Yani sapkınlık, canilik, hastalık değil devlet tarafından sırtı sıvazlanan erkek şiddetidir. Hesap vereceksiniz!‘’
ERKEK ŞİDDETİ SON BULSUN
Açıklamalarında, İkbal ve Ayşenur’un katledilmesi ile sarsıldıklarını, ondan birkaç gün sonra Mersin Mezitli’de bir kadının daha katledildiğini öğrendiklerini anlatan konuşmacılar, şöyle devam etti:
‘’Yine aynı gün Diyarbakır’da 29 yaşındaki Bedriye Işık, boşanma aşamasında olduğu uzman çavuş Muhammed Recai Işık tarafından katledildi. Birkaç gün önce Manisa’nın Alaşehir ilçesinde 12 gündür kayıp olan Pelin Karaca Uşak sevgilisi tarafından katledildi. Daha dün Edremit’te 2 kadın öldürüldü. Ülkede kadın katliamı var! Bu ülkede hiçbir kadın ve çocuk güvende değil!
Kadınların haklarına yönelik saldırıların pervasızlaştığı; aileyi koruma kisvesi altında kadınları eve kapatan, haklarından yoksun kılan, açık açık kadınları erkeklere biat etmeye zorlayan politikaların yayıldığı şu dönemde, Bütün faillerden hesap sormaya, bu kadın düşmanı politikalarınızı ve eril adalet mekanizmanızı yok edene kadar meydanlarda olmaya, sesimizi yükseltmeye, birbirimizi savunmaya, dayanışmaya devam edeceğimizi bilmenizi istiyoruz.’’
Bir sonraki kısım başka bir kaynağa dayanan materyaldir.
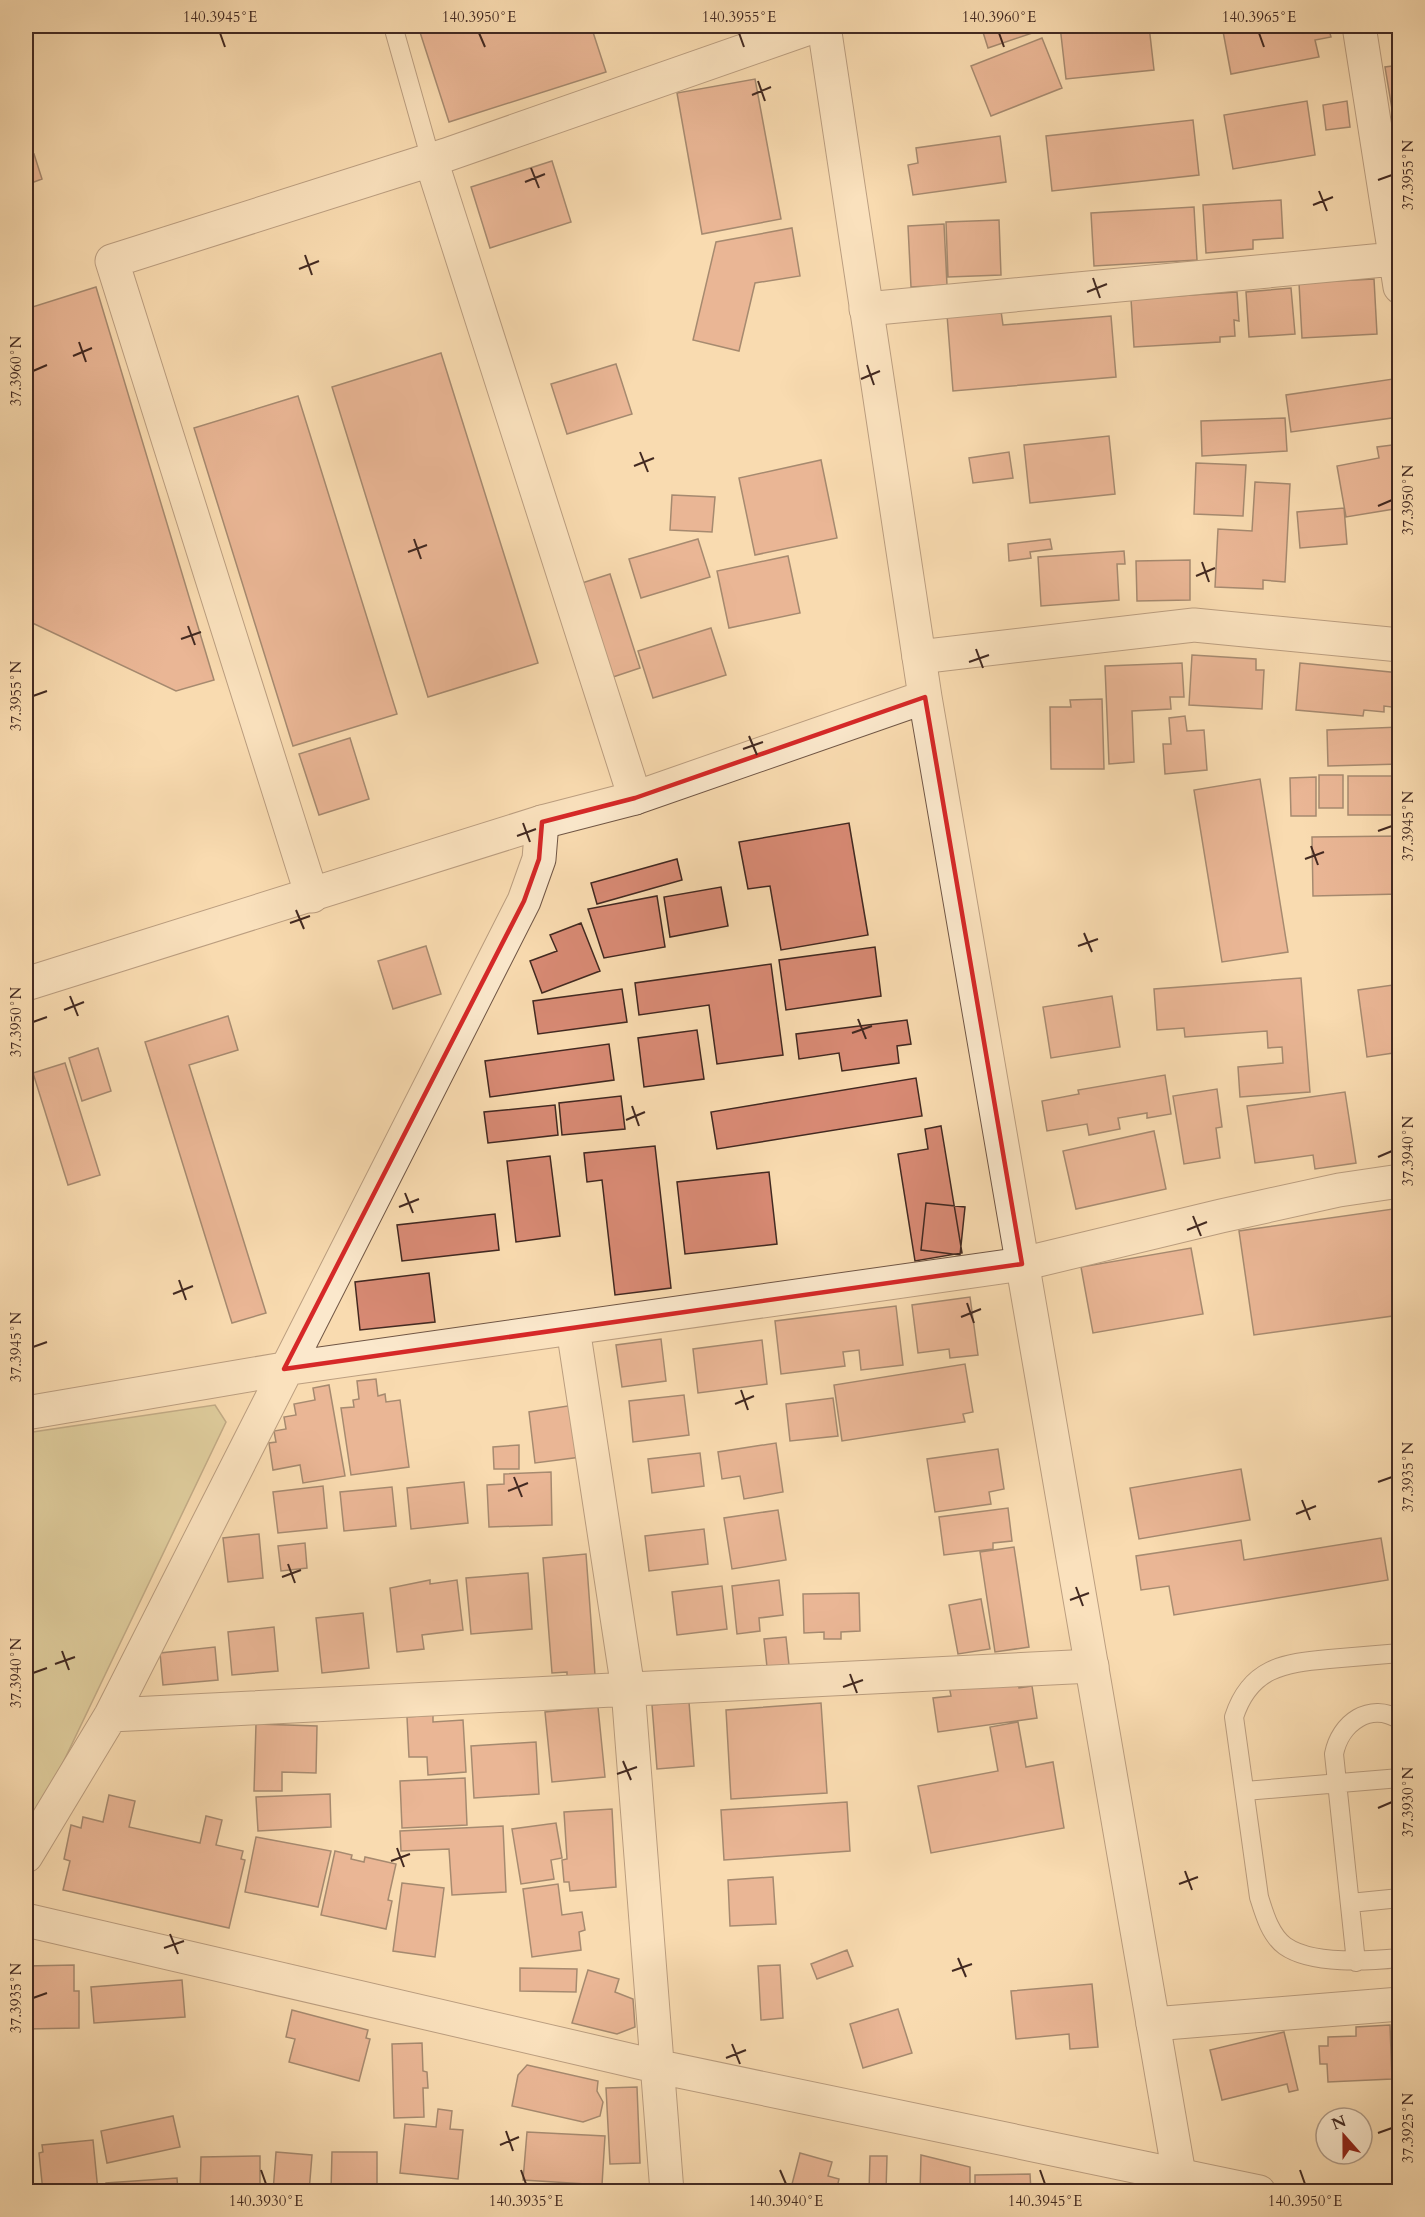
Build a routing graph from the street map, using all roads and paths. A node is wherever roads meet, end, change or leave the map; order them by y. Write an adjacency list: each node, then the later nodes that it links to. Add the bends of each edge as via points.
1 (393, 26): 5 (lane)
2 (815, 26): 5 (street)
3 (824, 26): 7 (street)
4 (1359, 26): 6 (street)
5 (431, 160): 11 (street); 13 (street, via 112,261)
6 (1397, 273): 7 (street)
7 (867, 309): 9 (street)
8 (1400, 645): 9 (street, via 1194,625)
9 (919, 657): 10 (street)
10 (925, 697): 11 (street); 16 (street)
11 (635, 798): 12 (street)
12 (542, 822): 13 (street); 18 (street, via 539,859 524,901)
13 (312, 896): 14 (street)
14 (26, 984)
15 (1400, 1181): 16 (street, via 1318,1194)
16 (1022, 1264): 17 (street); 21 (street)
17 (573, 1328): 18 (street); 22 (street)
18 (284, 1369): 19 (street); 23 (street)
19 (26, 1413)
20 (1400, 1653): 27 (lane, via 1297,1662 1282,1665 1254,1681 1245,1691 1234,1717)
21 (1092, 1665): 22 (street); 35 (street)
22 (628, 1689): 23 (street); 36 (street)
23 (111, 1715): 28 (street)
24 (1400, 1720): 26 (lane, via 1382,1712 1369,1713 1341,1732 1334,1754)
25 (1400, 1779): 26 (lane)
26 (1339, 1784): 27 (lane); 30 (lane)
27 (1245, 1791): 33 (lane, via 1259,1897 1268,1923 1285,1946 1328,1959)
28 (26, 1856)
29 (1400, 1898): 30 (lane)
30 (1350, 1903): 33 (lane)
31 (26, 1920): 36 (street)
32 (1400, 1958): 33 (lane)
33 (1356, 1962)
34 (1400, 2004): 35 (street)
35 (1153, 2024): 37 (street)
36 (656, 2066): 37 (street); 38 (street)
37 (1180, 2183): 39 (street)
38 (667, 2192)
39 (1259, 2192)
ERKEK ADALET DEĞİL GERÇEK ADALET
Kentlerin cadde ve sokaklarında güvenli ve özgür olmak istediklerini vurgulayan konuşmacılar, şunları kaydetti:
‘’Artık sokaklarımızda korku ve şiddet değil, güvenlik ve özgürlük istiyoruz. Kadınların ve çocukların sokaklarında özgürce dolaşabileceği bir ülkeyi hep birlikte inşa edeceğiz.
Uygulamadığınız yasalar yüzünden, istismarı aklayan, katilleri öven, düzeniniz yüzünden, kana bulanmış ellerinizle tutunduğunuz koltuklarınız yüzünden hayatta olmayan her bir kadın, her bir çocuk için size bu sokakları dar edeceğiz!
Kaybettiğiniz, hayatını çaldığınız hiçbir kız kardeşimizden vazgeçmeyeceğiz! Sormaya devam edeceğiz!
Rojin nerede! Narin’e ne oldu! Neden hala bulamadınız!
Mücadelemiz özgürce yaşadığımız, sokaklarda güvenle yürüyebildiğimiz, evlerden, iş yerlerinden, kampuslardan tacizcileri, katilleri sileceğimiz, erkek iktidarınızı alaşağı edeceğimiz güne kadar sürecek.’’
Altınoluk halkının büyük destek verdiği etkinlikte kadın platform üyeleri hayattan kopartılan Narin Güran, Münevver Karabulut, Özgecan Aslan, Gülistan Doku, İkbal Uzuner’i, Emekli Meclisleri Sendikası Genel Emekli ve Yetim Sekreteri Mukaddes Şahsi ise 8 Mart Dünya Kadınlar Günü’nde Malatya da Buse Çelik’in, imam nikahlı eşi tarafından nasıl öldürüldüğünü anlattı.